◆ **What you should do**
Leaving out all images, return the entries below exactly.

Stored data
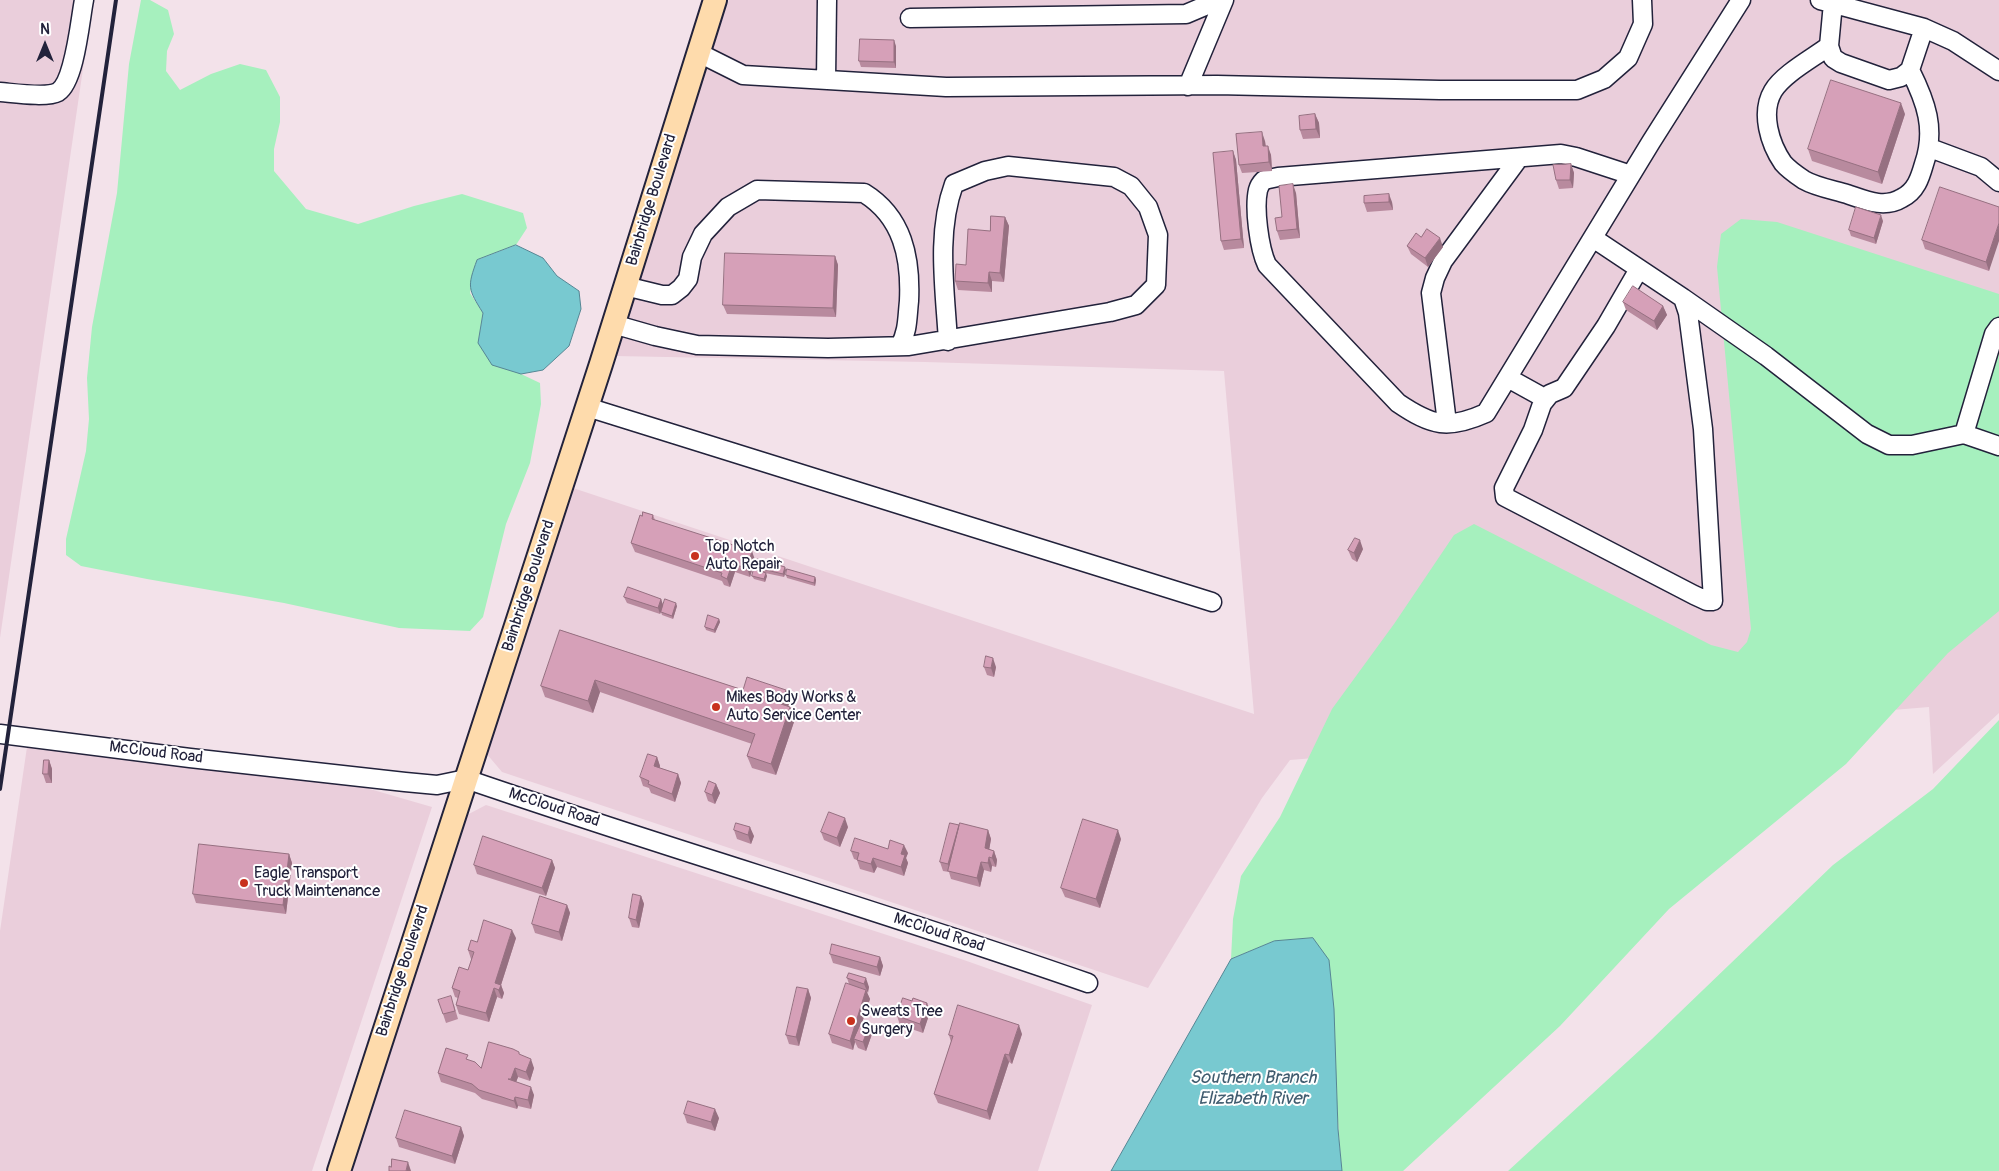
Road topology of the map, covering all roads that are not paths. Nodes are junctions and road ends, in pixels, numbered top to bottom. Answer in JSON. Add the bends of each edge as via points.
{"nodes":[{"id":1,"x":84,"y":0,"type":"edge"},
{"id":2,"x":716,"y":0,"type":"edge"},
{"id":3,"x":827,"y":0,"type":"edge"},
{"id":4,"x":1219,"y":0,"type":"edge"},
{"id":5,"x":1224,"y":0,"type":"edge"},
{"id":6,"x":1642,"y":0,"type":"edge"},
{"id":7,"x":1741,"y":0,"type":"edge"},
{"id":8,"x":1827,"y":1,"type":"edge"},
{"id":9,"x":910,"y":18,"type":"dead end"},
{"id":10,"x":1924,"y":28,"type":"junction"},
{"id":11,"x":1830,"y":46,"type":"junction"},
{"id":12,"x":699,"y":53,"type":"junction"},
{"id":13,"x":1910,"y":70,"type":"junction"},
{"id":14,"x":1999,"y":71,"type":"edge"},
{"id":15,"x":826,"y":80,"type":"junction"},
{"id":16,"x":1188,"y":86,"type":"junction"},
{"id":17,"x":0,"y":92,"type":"edge"},
{"id":18,"x":1930,"y":148,"type":"junction"},
{"id":19,"x":1519,"y":158,"type":"junction"},
{"id":20,"x":1631,"y":176,"type":"junction"},
{"id":21,"x":1999,"y":182,"type":"edge"},
{"id":22,"x":1593,"y":238,"type":"junction"},
{"id":23,"x":1639,"y":269,"type":"junction"},
{"id":24,"x":626,"y":286,"type":"junction"},
{"id":25,"x":1683,"y":298,"type":"junction"},
{"id":26,"x":613,"y":324,"type":"junction"},
{"id":27,"x":1999,"y":327,"type":"edge"},
{"id":28,"x":948,"y":341,"type":"junction"},
{"id":29,"x":900,"y":346,"type":"junction"},
{"id":30,"x":1508,"y":378,"type":"junction"},
{"id":31,"x":1546,"y":399,"type":"junction"},
{"id":32,"x":587,"y":407,"type":"junction"},
{"id":33,"x":1447,"y":423,"type":"junction"},
{"id":34,"x":1964,"y":434,"type":"junction"},
{"id":35,"x":1999,"y":446,"type":"edge"},
{"id":36,"x":1212,"y":602,"type":"dead end"},
{"id":37,"x":0,"y":734,"type":"edge"},
{"id":38,"x":466,"y":779,"type":"junction"},
{"id":39,"x":1088,"y":983,"type":"dead end"},
{"id":40,"x":339,"y":1171,"type":"edge"}],
"edges":[{"from":1,"to":17,"type":"street","via":[[71,70],[59,92],[49,95]]},
{"from":2,"to":12,"type":"main road","name":"Bainbridge Boulevard"},
{"from":3,"to":15,"type":"street"},
{"from":4,"to":9,"type":"street","via":[[1186,14]]},
{"from":5,"to":16,"type":"street"},
{"from":6,"to":16,"type":"street","via":[[1642,24],[1628,58],[1604,79],[1577,90]]},
{"from":7,"to":20,"type":"street"},
{"from":8,"to":10,"type":"street"},
{"from":8,"to":11,"type":"street"},
{"from":10,"to":13,"type":"street"},
{"from":10,"to":14,"type":"street","via":[[1953,41]]},
{"from":11,"to":13,"type":"street","via":[[1833,58],[1841,63],[1890,80]]},
{"from":11,"to":18,"type":"street","via":[[1787,76],[1773,91],[1767,110],[1768,126],[1784,164],[1805,181],[1874,203],[1887,204],[1903,198],[1917,185]]},
{"from":12,"to":15,"type":"street","via":[[743,75]]},
{"from":12,"to":24,"type":"main road","name":"Bainbridge Boulevard"},
{"from":13,"to":18,"type":"street","via":[[1928,115]]},
{"from":15,"to":16,"type":"street","via":[[946,87]]},
{"from":18,"to":21,"type":"street","via":[[1982,167]]},
{"from":19,"to":20,"type":"street","via":[[1561,154],[1576,156]]},
{"from":19,"to":33,"type":"street","via":[[1443,261],[1435,278],[1431,293]]},
{"from":19,"to":33,"type":"street","via":[[1278,177],[1264,180],[1258,188],[1256,203],[1267,265],[1398,403],[1420,418]]},
{"from":20,"to":22,"type":"street"},
{"from":22,"to":23,"type":"street"},
{"from":22,"to":30,"type":"street"},
{"from":23,"to":25,"type":"street"},
{"from":23,"to":31,"type":"street","via":[[1564,388]]},
{"from":24,"to":26,"type":"main road","name":"Bainbridge Boulevard"},
{"from":24,"to":29,"type":"street","via":[[662,295],[672,294],[681,288],[688,279],[692,256],[703,234],[728,207],[757,190],[864,193],[879,202],[894,221],[907,253],[910,280],[907,332]]},
{"from":25,"to":31,"type":"street","via":[[1688,313],[1703,429],[1713,601],[1694,595],[1505,497],[1504,488]]},
{"from":25,"to":34,"type":"street","via":[[1868,434],[1889,445],[1912,445]]},
{"from":26,"to":29,"type":"street","via":[[697,345]]},
{"from":26,"to":32,"type":"main road","name":"Bainbridge Boulevard"},
{"from":27,"to":34,"type":"street","via":[[1994,334]]},
{"from":28,"to":28,"type":"street","via":[[1110,312],[1136,304],[1156,285],[1158,235],[1148,207],[1130,186],[1114,177],[1008,166],[985,171],[954,184],[948,200],[943,246]]},
{"from":28,"to":29,"type":"street"},
{"from":30,"to":31,"type":"street"},
{"from":30,"to":33,"type":"street","via":[[1486,413]]},
{"from":32,"to":36,"type":"street"},
{"from":32,"to":38,"type":"main road","name":"Bainbridge Boulevard"},
{"from":34,"to":35,"type":"street"},
{"from":37,"to":38,"type":"street","name":"McCloud Road","via":[[405,782],[437,785]]},
{"from":38,"to":39,"type":"street","name":"McCloud Road"},
{"from":38,"to":40,"type":"main road","name":"Bainbridge Boulevard"}]}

◆ **Result for this task**
Road topology of the map, covering all roads that are not paths. Nodes are junctions and road ends, in pixels, numbered top to bottom. Answer in JSON. Add the bends of each edge as via points.
{"nodes":[{"id":1,"x":84,"y":0,"type":"edge"},
{"id":2,"x":716,"y":0,"type":"edge"},
{"id":3,"x":827,"y":0,"type":"edge"},
{"id":4,"x":1219,"y":0,"type":"edge"},
{"id":5,"x":1224,"y":0,"type":"edge"},
{"id":6,"x":1642,"y":0,"type":"edge"},
{"id":7,"x":1741,"y":0,"type":"edge"},
{"id":8,"x":1827,"y":1,"type":"edge"},
{"id":9,"x":910,"y":18,"type":"dead end"},
{"id":10,"x":1924,"y":28,"type":"junction"},
{"id":11,"x":1830,"y":46,"type":"junction"},
{"id":12,"x":699,"y":53,"type":"junction"},
{"id":13,"x":1910,"y":70,"type":"junction"},
{"id":14,"x":1999,"y":71,"type":"edge"},
{"id":15,"x":826,"y":80,"type":"junction"},
{"id":16,"x":1188,"y":86,"type":"junction"},
{"id":17,"x":0,"y":92,"type":"edge"},
{"id":18,"x":1930,"y":148,"type":"junction"},
{"id":19,"x":1519,"y":158,"type":"junction"},
{"id":20,"x":1631,"y":176,"type":"junction"},
{"id":21,"x":1999,"y":182,"type":"edge"},
{"id":22,"x":1593,"y":238,"type":"junction"},
{"id":23,"x":1639,"y":269,"type":"junction"},
{"id":24,"x":626,"y":286,"type":"junction"},
{"id":25,"x":1683,"y":298,"type":"junction"},
{"id":26,"x":613,"y":324,"type":"junction"},
{"id":27,"x":1999,"y":327,"type":"edge"},
{"id":28,"x":948,"y":341,"type":"junction"},
{"id":29,"x":900,"y":346,"type":"junction"},
{"id":30,"x":1508,"y":378,"type":"junction"},
{"id":31,"x":1546,"y":399,"type":"junction"},
{"id":32,"x":587,"y":407,"type":"junction"},
{"id":33,"x":1447,"y":423,"type":"junction"},
{"id":34,"x":1964,"y":434,"type":"junction"},
{"id":35,"x":1999,"y":446,"type":"edge"},
{"id":36,"x":1212,"y":602,"type":"dead end"},
{"id":37,"x":0,"y":734,"type":"edge"},
{"id":38,"x":466,"y":779,"type":"junction"},
{"id":39,"x":1088,"y":983,"type":"dead end"},
{"id":40,"x":339,"y":1171,"type":"edge"}],
"edges":[{"from":1,"to":17,"type":"street","via":[[71,70],[59,92],[49,95]]},
{"from":2,"to":12,"type":"main road","name":"Bainbridge Boulevard"},
{"from":3,"to":15,"type":"street"},
{"from":4,"to":9,"type":"street","via":[[1186,14]]},
{"from":5,"to":16,"type":"street"},
{"from":6,"to":16,"type":"street","via":[[1642,24],[1628,58],[1604,79],[1577,90]]},
{"from":7,"to":20,"type":"street"},
{"from":8,"to":10,"type":"street"},
{"from":8,"to":11,"type":"street"},
{"from":10,"to":13,"type":"street"},
{"from":10,"to":14,"type":"street","via":[[1953,41]]},
{"from":11,"to":13,"type":"street","via":[[1833,58],[1841,63],[1890,80]]},
{"from":11,"to":18,"type":"street","via":[[1787,76],[1773,91],[1767,110],[1768,126],[1784,164],[1805,181],[1874,203],[1887,204],[1903,198],[1917,185]]},
{"from":12,"to":15,"type":"street","via":[[743,75]]},
{"from":12,"to":24,"type":"main road","name":"Bainbridge Boulevard"},
{"from":13,"to":18,"type":"street","via":[[1928,115]]},
{"from":15,"to":16,"type":"street","via":[[946,87]]},
{"from":18,"to":21,"type":"street","via":[[1982,167]]},
{"from":19,"to":20,"type":"street","via":[[1561,154],[1576,156]]},
{"from":19,"to":33,"type":"street","via":[[1443,261],[1435,278],[1431,293]]},
{"from":19,"to":33,"type":"street","via":[[1278,177],[1264,180],[1258,188],[1256,203],[1267,265],[1398,403],[1420,418]]},
{"from":20,"to":22,"type":"street"},
{"from":22,"to":23,"type":"street"},
{"from":22,"to":30,"type":"street"},
{"from":23,"to":25,"type":"street"},
{"from":23,"to":31,"type":"street","via":[[1564,388]]},
{"from":24,"to":26,"type":"main road","name":"Bainbridge Boulevard"},
{"from":24,"to":29,"type":"street","via":[[662,295],[672,294],[681,288],[688,279],[692,256],[703,234],[728,207],[757,190],[864,193],[879,202],[894,221],[907,253],[910,280],[907,332]]},
{"from":25,"to":31,"type":"street","via":[[1688,313],[1703,429],[1713,601],[1694,595],[1505,497],[1504,488]]},
{"from":25,"to":34,"type":"street","via":[[1868,434],[1889,445],[1912,445]]},
{"from":26,"to":29,"type":"street","via":[[697,345]]},
{"from":26,"to":32,"type":"main road","name":"Bainbridge Boulevard"},
{"from":27,"to":34,"type":"street","via":[[1994,334]]},
{"from":28,"to":28,"type":"street","via":[[1110,312],[1136,304],[1156,285],[1158,235],[1148,207],[1130,186],[1114,177],[1008,166],[985,171],[954,184],[948,200],[943,246]]},
{"from":28,"to":29,"type":"street"},
{"from":30,"to":31,"type":"street"},
{"from":30,"to":33,"type":"street","via":[[1486,413]]},
{"from":32,"to":36,"type":"street"},
{"from":32,"to":38,"type":"main road","name":"Bainbridge Boulevard"},
{"from":34,"to":35,"type":"street"},
{"from":37,"to":38,"type":"street","name":"McCloud Road","via":[[405,782],[437,785]]},
{"from":38,"to":39,"type":"street","name":"McCloud Road"},
{"from":38,"to":40,"type":"main road","name":"Bainbridge Boulevard"}]}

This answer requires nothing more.